Gamma-Band Resonance Of Visual Cortex To Optogenetic Stimulation

Activated visual cortex typically engages in neuronal synchronization in the gamma-frequency band (30-90 Hz). Gamma-band synchronization is related to cognitive functioning, and its mechanisms have been extensively investigated, predominantly through in-vitro studies. To further elucidate its mechanisms in-vivo, we performed simultaneous optogenetic stimulation and electrophysiological recordings of visual cortical areas 17 and 21a in the anesthetized cat. Viral transfection with AAV1 or AAV9 under a CamKIIα promoter led to robust Channelrhodopsin-2 (ChR2) expression. Immunohistochemical analysis showed that all ChR2-expressing neurons were negative for Parvalbumin, consistent with predominant or exclusive expression in excitatory neurons.
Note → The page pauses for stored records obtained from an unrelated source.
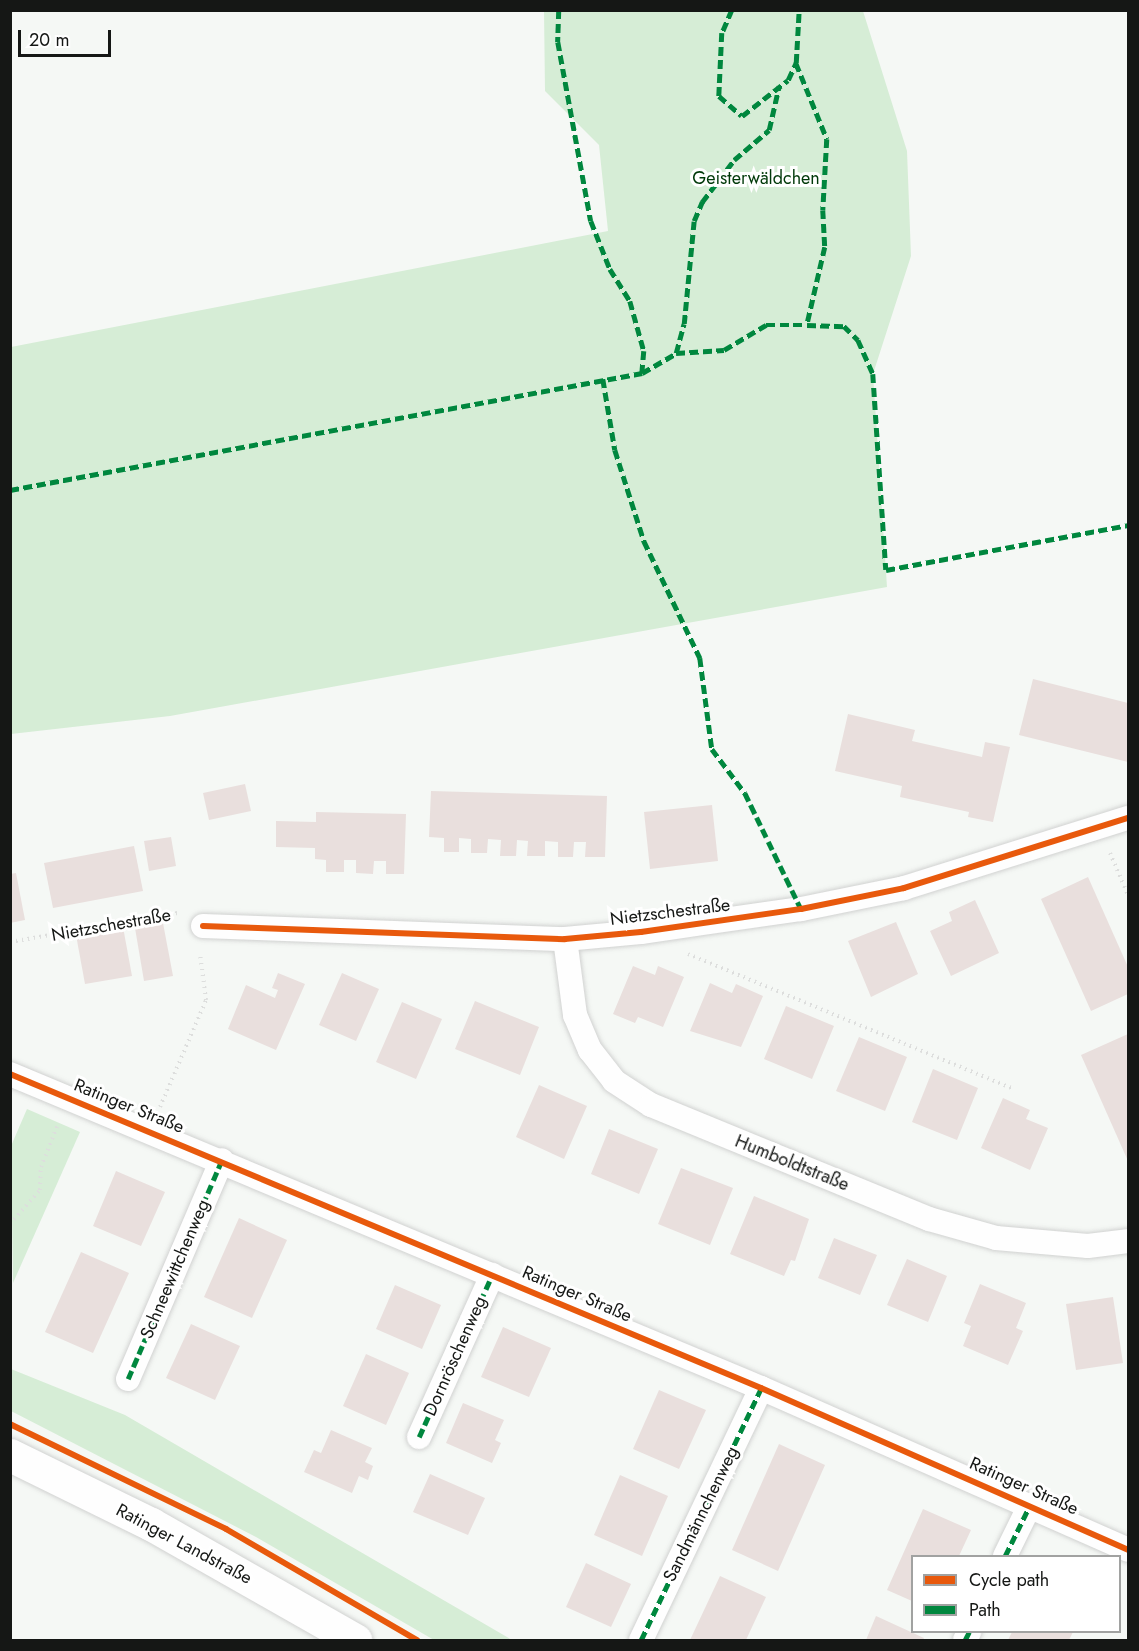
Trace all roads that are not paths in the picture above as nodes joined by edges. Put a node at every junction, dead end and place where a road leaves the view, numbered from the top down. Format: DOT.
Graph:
graph roads {
  1 [pos="1128,818"];
  2 [pos="203,926"];
  3 [pos="565,939"];
  4 [pos="10,1074"];
  5 [pos="222,1160"];
  6 [pos="1128,1241"];
  7 [pos="492,1275"];
  8 [pos="128,1379"];
  9 [pos="761,1388"];
  10 [pos="419,1437"];
  11 [pos="10,1455"];
  12 [pos="1030,1505"];
  13 [pos="1128,1550"];
  14 [pos="1006,1555"];
  15 [pos="355,1641"];
  16 [pos="641,1641"];
  1 -- 3 [label="street, Nietzschestraße"];
  2 -- 3 [label="street, Nietzschestraße"];
  3 -- 6 [label="street, Humboldtstraße"];
  4 -- 5 [label="street, Ratinger Straße"];
  5 -- 7 [label="street, Ratinger Straße"];
  5 -- 8 [label="street, Schneewittchenweg"];
  7 -- 9 [label="street, Ratinger Straße"];
  7 -- 10 [label="street, Dornröschenweg"];
  9 -- 12 [label="street, Ratinger Straße"];
  9 -- 16 [label="street, Sandmännchenweg"];
  11 -- 15 [label="main road, Ratinger Landstraße"];
  12 -- 13 [label="street, Ratinger Straße"];
  12 -- 14 [label="street"];
}
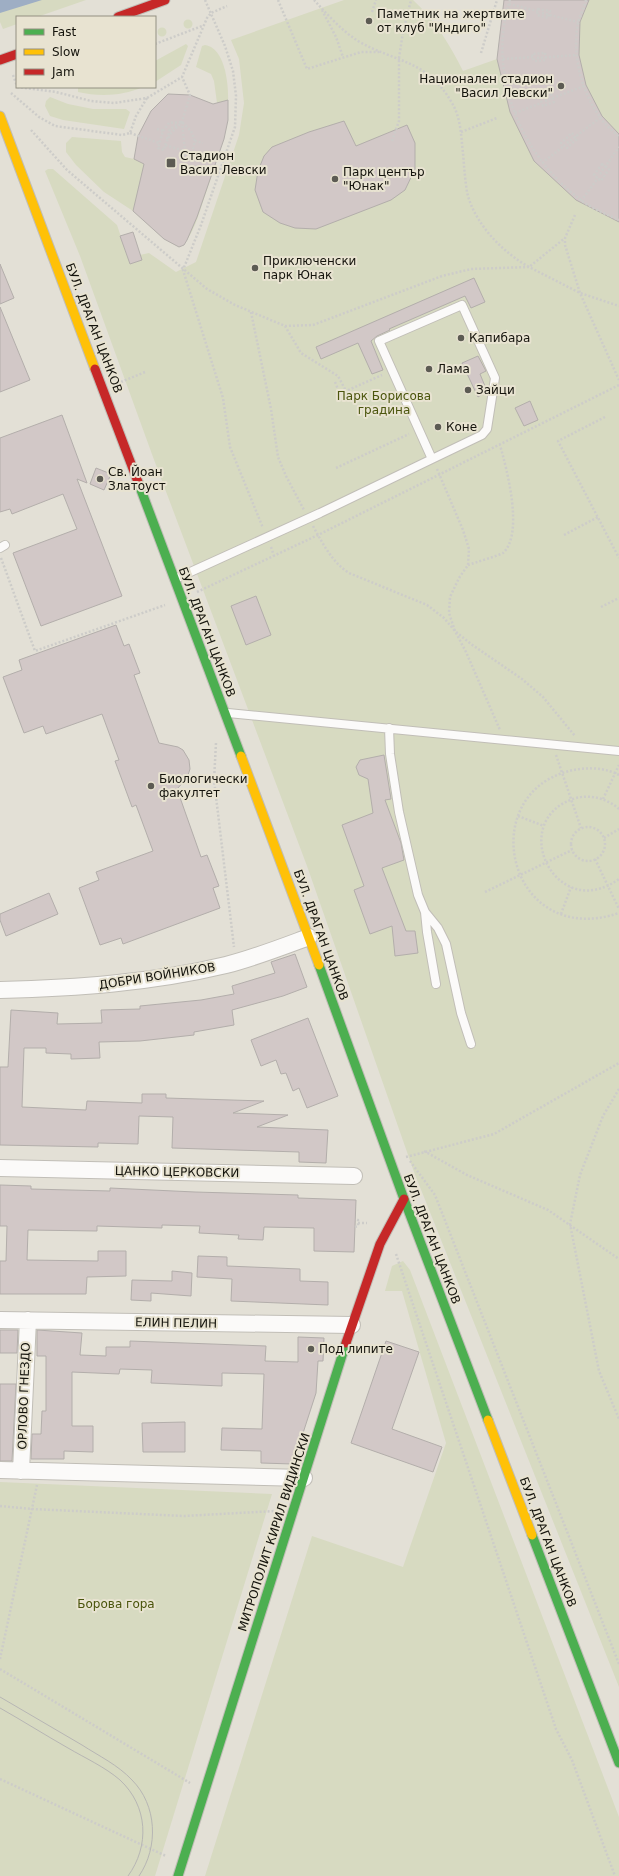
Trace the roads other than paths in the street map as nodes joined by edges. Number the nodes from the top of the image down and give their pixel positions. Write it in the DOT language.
graph roads {
  1 [pos="165,0"];
  2 [pos="121,16"];
  3 [pos="16,54"];
  4 [pos="0,60"];
  5 [pos="0,116"];
  6 [pos="432,459"];
  7 [pos="174,579"];
  8 [pos="225,713"];
  9 [pos="388,728"];
  10 [pos="619,751"];
  11 [pos="425,912"];
  12 [pos="309,937"];
  13 [pos="436,984"];
  14 [pos="0,990"];
  15 [pos="471,1044"];
  16 [pos="0,1168"];
  17 [pos="354,1176"];
  18 [pos="404,1199"];
  19 [pos="0,1320"];
  20 [pos="28,1320"];
  21 [pos="352,1325"];
  22 [pos="0,1470"];
  23 [pos="21,1471"];
  24 [pos="304,1478"];
  25 [pos="619,1763"];
  26 [pos="178,1876"];
  1 -- 2 [label="street"];
  3 -- 4 [label="street"];
  5 -- 7 [label="street, БУЛ. ДРАГАН ЦАНКОВ"];
  6 -- 6 [label="lane"];
  6 -- 7 [label="lane"];
  7 -- 8 [label="street, БУЛ. ДРАГАН ЦАНКОВ"];
  8 -- 9 [label="lane"];
  8 -- 12 [label="street, БУЛ. ДРАГАН ЦАНКОВ"];
  9 -- 10 [label="lane"];
  9 -- 11 [label="lane"];
  11 -- 13 [label="lane"];
  11 -- 15 [label="lane"];
  12 -- 14 [label="street, ДОБРИ ВОЙНИКОВ"];
  12 -- 18 [label="street, БУЛ. ДРАГАН ЦАНКОВ"];
  16 -- 17 [label="street, ЦАНКО ЦЕРКОВСКИ"];
  18 -- 21 [label="street, МИТРОПОЛИТ КИРИЛ ВИДИНСКИ"];
  18 -- 25 [label="street, БУЛ. ДРАГАН ЦАНКОВ"];
  19 -- 20 [label="street, ЕЛИН ПЕЛИН"];
  20 -- 21 [label="street, ЕЛИН ПЕЛИН"];
  20 -- 23 [label="street, ОРЛОВО ГНЕЗДО"];
  21 -- 24 [label="street, МИТРОПОЛИТ КИРИЛ ВИДИНСКИ"];
  22 -- 23 [label="street"];
  23 -- 24 [label="street"];
  24 -- 26 [label="street, МИТРОПОЛИТ КИРИЛ ВИДИНСКИ"];
}
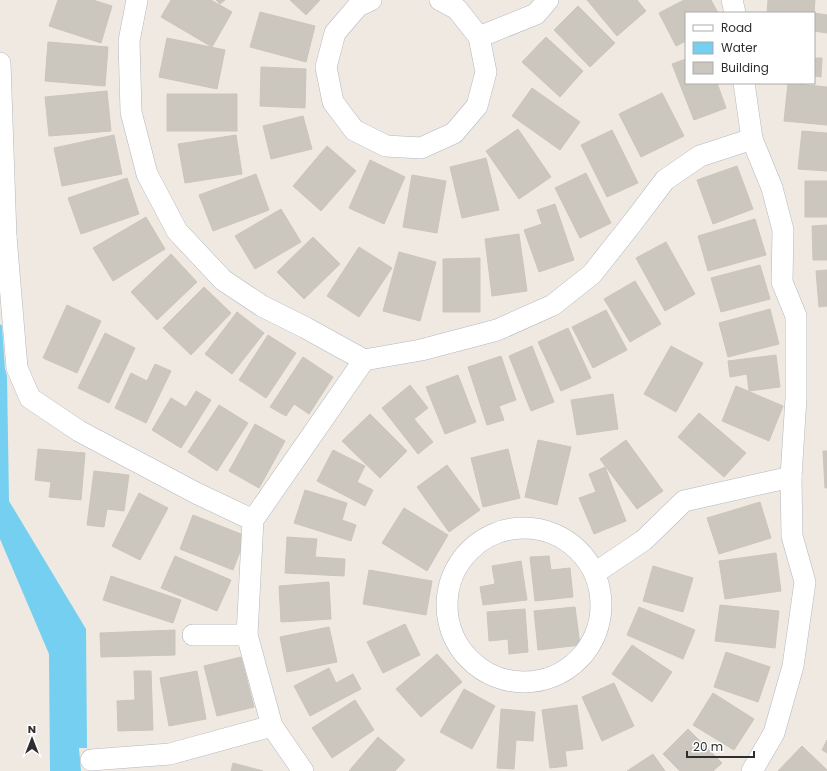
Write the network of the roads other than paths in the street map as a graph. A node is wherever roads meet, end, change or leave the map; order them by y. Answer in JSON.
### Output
{"nodes":[{"id":1,"x":137,"y":0,"type":"edge"},
{"id":2,"x":371,"y":0,"type":"edge"},
{"id":3,"x":440,"y":0,"type":"edge"},
{"id":4,"x":548,"y":0,"type":"edge"},
{"id":5,"x":732,"y":0,"type":"edge"},
{"id":6,"x":735,"y":12,"type":"edge"},
{"id":7,"x":479,"y":37,"type":"junction"},
{"id":8,"x":0,"y":63,"type":"edge"},
{"id":9,"x":744,"y":84,"type":"edge"},
{"id":10,"x":752,"y":139,"type":"junction"},
{"id":11,"x":3,"y":240,"type":"edge"},
{"id":12,"x":364,"y":360,"type":"junction"},
{"id":13,"x":791,"y":477,"type":"junction"},
{"id":14,"x":253,"y":520,"type":"junction"},
{"id":15,"x":596,"y":573,"type":"junction"},
{"id":16,"x":193,"y":635,"type":"dead end"},
{"id":17,"x":247,"y":635,"type":"junction"},
{"id":18,"x":272,"y":726,"type":"junction"},
{"id":19,"x":91,"y":760,"type":"dead end"},
{"id":20,"x":303,"y":771,"type":"edge"},
{"id":21,"x":752,"y":771,"type":"edge"}],
"edges":[{"from":1,"to":12,"type":"street"},
{"from":2,"to":7,"type":"street"},
{"from":3,"to":7,"type":"street"},
{"from":4,"to":7,"type":"street"},
{"from":5,"to":6,"type":"street"},
{"from":8,"to":11,"type":"street"},
{"from":9,"to":10,"type":"street"},
{"from":10,"to":12,"type":"street"},
{"from":10,"to":13,"type":"street"},
{"from":11,"to":14,"type":"street"},
{"from":12,"to":14,"type":"street"},
{"from":13,"to":15,"type":"street"},
{"from":13,"to":21,"type":"street"},
{"from":14,"to":17,"type":"street"},
{"from":15,"to":15,"type":"street"},
{"from":16,"to":17,"type":"street"},
{"from":17,"to":18,"type":"street"},
{"from":18,"to":19,"type":"street"},
{"from":18,"to":20,"type":"street"}]}
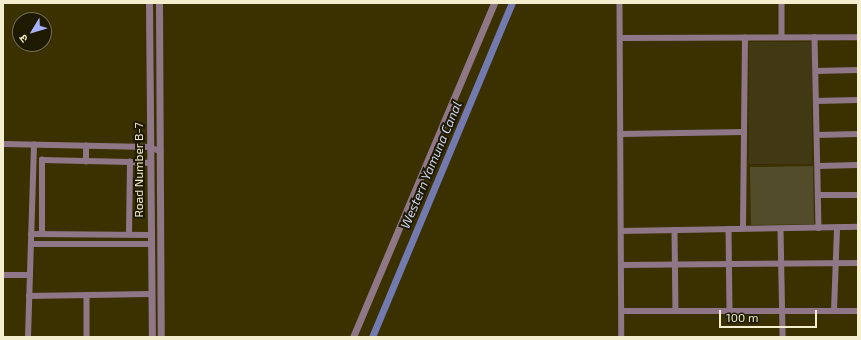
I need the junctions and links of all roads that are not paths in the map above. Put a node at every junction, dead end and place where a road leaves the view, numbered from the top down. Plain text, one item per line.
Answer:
1 (149, 3) edge
2 (159, 3) edge
3 (494, 3) edge
4 (620, 3) edge
5 (782, 3) edge
6 (782, 37) junction
7 (815, 37) junction
8 (858, 37) edge
9 (620, 38) junction
10 (745, 38) junction
11 (858, 70) edge
12 (816, 71) junction
13 (858, 100) edge
14 (816, 101) junction
15 (744, 132) junction
16 (620, 134) junction
17 (858, 134) edge
18 (817, 135) junction
19 (3, 144) edge
20 (34, 145) junction
21 (86, 146) junction
22 (149, 147) junction
23 (160, 151) junction
24 (86, 162) junction
25 (130, 162) junction
26 (150, 163) junction
27 (858, 165) edge
28 (818, 166) junction
29 (818, 195) junction
30 (858, 195) edge
31 (858, 227) edge
32 (819, 228) junction
33 (837, 228) junction
34 (729, 229) junction
35 (743, 229) junction
36 (781, 229) junction
37 (675, 230) junction
38 (621, 231) junction
39 (31, 234) junction
40 (42, 234) junction
41 (129, 234) junction
42 (150, 235) junction
43 (31, 244) junction
44 (150, 244) junction
45 (836, 263) junction
46 (858, 263) edge
47 (675, 264) junction
48 (729, 264) junction
49 (781, 264) junction
50 (621, 265) junction
51 (3, 275) edge
52 (30, 275) junction
53 (150, 294) junction
54 (87, 295) junction
55 (29, 296) junction
56 (622, 311) junction
57 (676, 311) junction
58 (730, 311) junction
59 (782, 311) junction
60 (834, 311) junction
61 (858, 311) edge
62 (28, 337) edge
63 (87, 337) edge
64 (152, 337) edge
65 (161, 337) edge
66 (352, 337) edge
67 (622, 337) edge
68 (782, 337) edge

1 - 22 street, Road Number B-7
2 - 23 street, Road Number B-7
3 - 66 street
4 - 9 street
5 - 6 street
6 - 7 street
6 - 10 street
7 - 8 street
7 - 12 street
9 - 10 street
9 - 16 street
10 - 15 street
11 - 12 street
12 - 14 street
13 - 14 street
14 - 18 street
15 - 16 street
15 - 35 street
16 - 38 street
17 - 18 street
18 - 28 street
19 - 20 street
20 - 21 street
20 - 39 street
21 - 22 street
21 - 24 street
22 - 23 street
22 - 26 street, Road Number B-7
23 - 65 street, Road Number B-7
24 - 25 street
24 - 40 street
25 - 26 street
25 - 41 street
26 - 42 street, Road Number B-7
27 - 28 street
28 - 29 street
29 - 30 street
29 - 32 street
31 - 33 street
32 - 33 street
32 - 36 street
33 - 45 street
34 - 35 street
34 - 37 street
34 - 48 street
35 - 36 street
36 - 49 street
37 - 38 street
37 - 47 street
38 - 50 street
39 - 40 street
39 - 43 street
40 - 41 street
41 - 42 street
42 - 44 street, Road Number B-7
43 - 44 street
43 - 52 street
44 - 53 street, Road Number B-7
45 - 46 street
45 - 49 street
45 - 60 street
47 - 48 street
47 - 50 street
47 - 57 street
48 - 49 street
48 - 58 street
49 - 59 street
50 - 56 street
51 - 52 street
52 - 55 street
53 - 54 street
53 - 64 street, Road Number B-7
54 - 55 street
54 - 63 street
55 - 62 street
56 - 57 street
56 - 67 street
57 - 58 street
58 - 59 street
59 - 60 street
59 - 68 street
60 - 61 street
Optogenetic stimulation used primarily surface illumination directly above the transfected and recorded cells. Stimulation with constant light led to strong and sustained gamma-band synchronization with strength and bandwidth similar to visually induced gamma. Rhythmic stimulation with light pulse trains or sinusoidal light modulation revealed strongest resonance for gamma-band frequencies. Gamma resonance was confirmed by optogenetic white-noise stimulation. White-noise stimulation allowed the quantification of the transfer function between the optogenetic stimulation and the local field potential response. This transfer function showed a dominant peak in the gamma band. Thus, we find that visual cortical circuits resonate most strongly to gamma-band components in their input. This resonance renders both the sensitivity to input, and the output of these circuits, selectively tuned to gamma.